◆ Directions ◆
Leaving the pictures aside, restate all of the data exactly.
Segment Start: Data excerpts
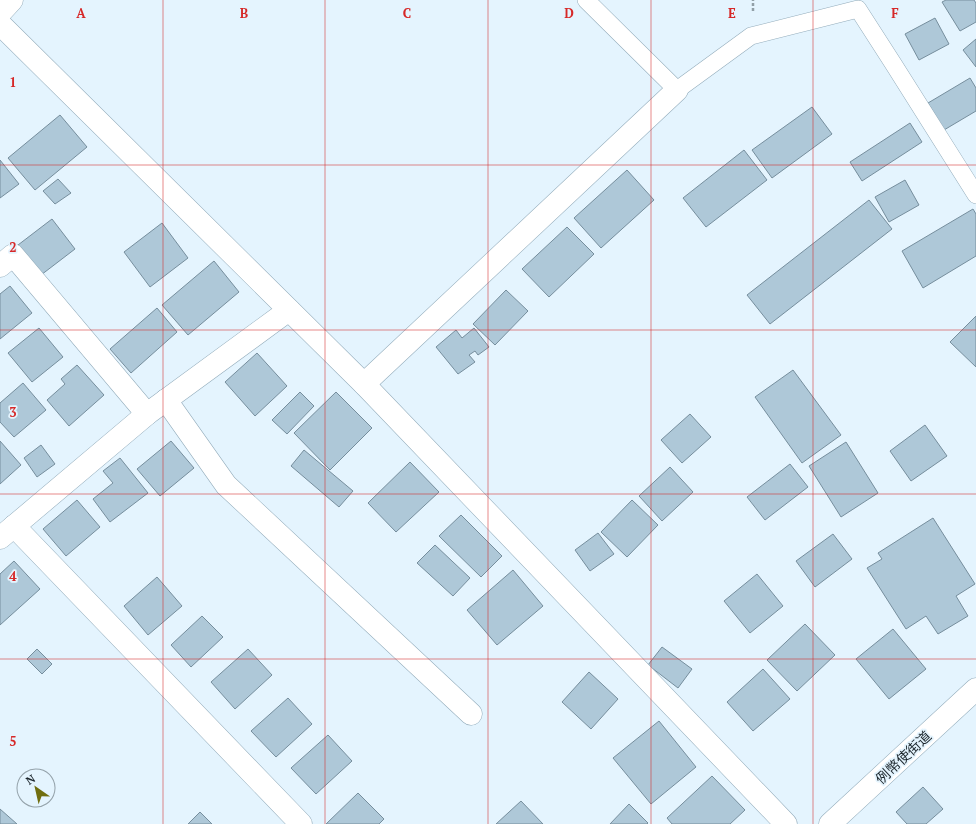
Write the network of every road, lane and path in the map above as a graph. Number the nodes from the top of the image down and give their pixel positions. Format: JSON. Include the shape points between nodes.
{"nodes":[{"id":1,"x":12,"y":0,"type":"edge"},
{"id":2,"x":586,"y":0,"type":"edge"},
{"id":3,"x":858,"y":4,"type":"edge"},
{"id":4,"x":0,"y":13,"type":"edge"},
{"id":5,"x":0,"y":24,"type":"edge"},
{"id":6,"x":677,"y":90,"type":"junction"},
{"id":7,"x":976,"y":195,"type":"edge"},
{"id":8,"x":0,"y":266,"type":"edge"},
{"id":9,"x":289,"y":310,"type":"junction"},
{"id":10,"x":364,"y":384,"type":"junction"},
{"id":11,"x":166,"y":400,"type":"junction"},
{"id":12,"x":147,"y":414,"type":"junction"},
{"id":13,"x":4,"y":533,"type":"edge"},
{"id":14,"x":976,"y":689,"type":"edge"},
{"id":15,"x":471,"y":714,"type":"dead end"},
{"id":16,"x":301,"y":824,"type":"edge"},
{"id":17,"x":786,"y":824,"type":"edge"},
{"id":18,"x":830,"y":824,"type":"edge"}],
"edges":[{"from":1,"to":4,"type":"street"},
{"from":2,"to":6,"type":"lane"},
{"from":3,"to":6,"type":"lane","via":[[751,36]]},
{"from":3,"to":7,"type":"lane"},
{"from":5,"to":9,"type":"street"},
{"from":6,"to":10,"type":"street"},
{"from":8,"to":12,"type":"street","via":[[13,255]]},
{"from":9,"to":10,"type":"street"},
{"from":9,"to":11,"type":"street"},
{"from":10,"to":17,"type":"street"},
{"from":11,"to":12,"type":"street"},
{"from":11,"to":15,"type":"street","via":[[226,485]]},
{"from":12,"to":13,"type":"street"},
{"from":13,"to":16,"type":"street"},
{"from":14,"to":18,"type":"street","name":"例幣使街道"}]}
Segment End: Data excerpts
◆ Expected answer ◆
Write the network of every road, lane and path in the map above as a graph. Number the nodes from the top of the image down and give their pixel positions. Format: JSON. Include the shape points between nodes.
{"nodes":[{"id":1,"x":12,"y":0,"type":"edge"},
{"id":2,"x":586,"y":0,"type":"edge"},
{"id":3,"x":858,"y":4,"type":"edge"},
{"id":4,"x":0,"y":13,"type":"edge"},
{"id":5,"x":0,"y":24,"type":"edge"},
{"id":6,"x":677,"y":90,"type":"junction"},
{"id":7,"x":976,"y":195,"type":"edge"},
{"id":8,"x":0,"y":266,"type":"edge"},
{"id":9,"x":289,"y":310,"type":"junction"},
{"id":10,"x":364,"y":384,"type":"junction"},
{"id":11,"x":166,"y":400,"type":"junction"},
{"id":12,"x":147,"y":414,"type":"junction"},
{"id":13,"x":4,"y":533,"type":"edge"},
{"id":14,"x":976,"y":689,"type":"edge"},
{"id":15,"x":471,"y":714,"type":"dead end"},
{"id":16,"x":301,"y":824,"type":"edge"},
{"id":17,"x":786,"y":824,"type":"edge"},
{"id":18,"x":830,"y":824,"type":"edge"}],
"edges":[{"from":1,"to":4,"type":"street"},
{"from":2,"to":6,"type":"lane"},
{"from":3,"to":6,"type":"lane","via":[[751,36]]},
{"from":3,"to":7,"type":"lane"},
{"from":5,"to":9,"type":"street"},
{"from":6,"to":10,"type":"street"},
{"from":8,"to":12,"type":"street","via":[[13,255]]},
{"from":9,"to":10,"type":"street"},
{"from":9,"to":11,"type":"street"},
{"from":10,"to":17,"type":"street"},
{"from":11,"to":12,"type":"street"},
{"from":11,"to":15,"type":"street","via":[[226,485]]},
{"from":12,"to":13,"type":"street"},
{"from":13,"to":16,"type":"street"},
{"from":14,"to":18,"type":"street","name":"例幣使街道"}]}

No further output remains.